> **Task details**
For the entries below, report every line that includes the word "Hill".

> **Record excerpts**
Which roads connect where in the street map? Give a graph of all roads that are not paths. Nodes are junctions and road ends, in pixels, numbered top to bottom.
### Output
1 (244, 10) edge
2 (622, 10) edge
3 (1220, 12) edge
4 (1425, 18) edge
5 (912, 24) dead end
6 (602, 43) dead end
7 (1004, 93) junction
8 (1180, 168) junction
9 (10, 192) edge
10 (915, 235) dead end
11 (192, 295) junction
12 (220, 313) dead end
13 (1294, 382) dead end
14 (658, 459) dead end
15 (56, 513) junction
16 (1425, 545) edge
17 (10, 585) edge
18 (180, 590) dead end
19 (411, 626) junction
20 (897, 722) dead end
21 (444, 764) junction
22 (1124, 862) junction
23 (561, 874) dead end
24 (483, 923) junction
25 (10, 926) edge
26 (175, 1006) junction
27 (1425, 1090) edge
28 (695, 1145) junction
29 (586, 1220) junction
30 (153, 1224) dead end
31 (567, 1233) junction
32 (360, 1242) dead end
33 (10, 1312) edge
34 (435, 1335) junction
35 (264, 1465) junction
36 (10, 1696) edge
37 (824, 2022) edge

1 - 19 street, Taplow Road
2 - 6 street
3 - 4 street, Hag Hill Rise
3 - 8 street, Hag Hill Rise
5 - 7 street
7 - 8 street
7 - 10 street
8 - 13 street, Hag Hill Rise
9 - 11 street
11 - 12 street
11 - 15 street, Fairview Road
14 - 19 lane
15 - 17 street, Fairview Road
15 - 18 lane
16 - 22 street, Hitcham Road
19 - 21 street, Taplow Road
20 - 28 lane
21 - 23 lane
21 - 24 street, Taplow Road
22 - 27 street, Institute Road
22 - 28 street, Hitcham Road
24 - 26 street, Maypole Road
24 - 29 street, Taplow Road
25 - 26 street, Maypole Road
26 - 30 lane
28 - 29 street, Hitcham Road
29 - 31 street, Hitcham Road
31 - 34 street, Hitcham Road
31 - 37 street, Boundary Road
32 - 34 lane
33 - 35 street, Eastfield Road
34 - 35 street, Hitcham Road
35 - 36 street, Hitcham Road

> **Response**
3 - 4 street, Hag Hill Rise
3 - 8 street, Hag Hill Rise
8 - 13 street, Hag Hill Rise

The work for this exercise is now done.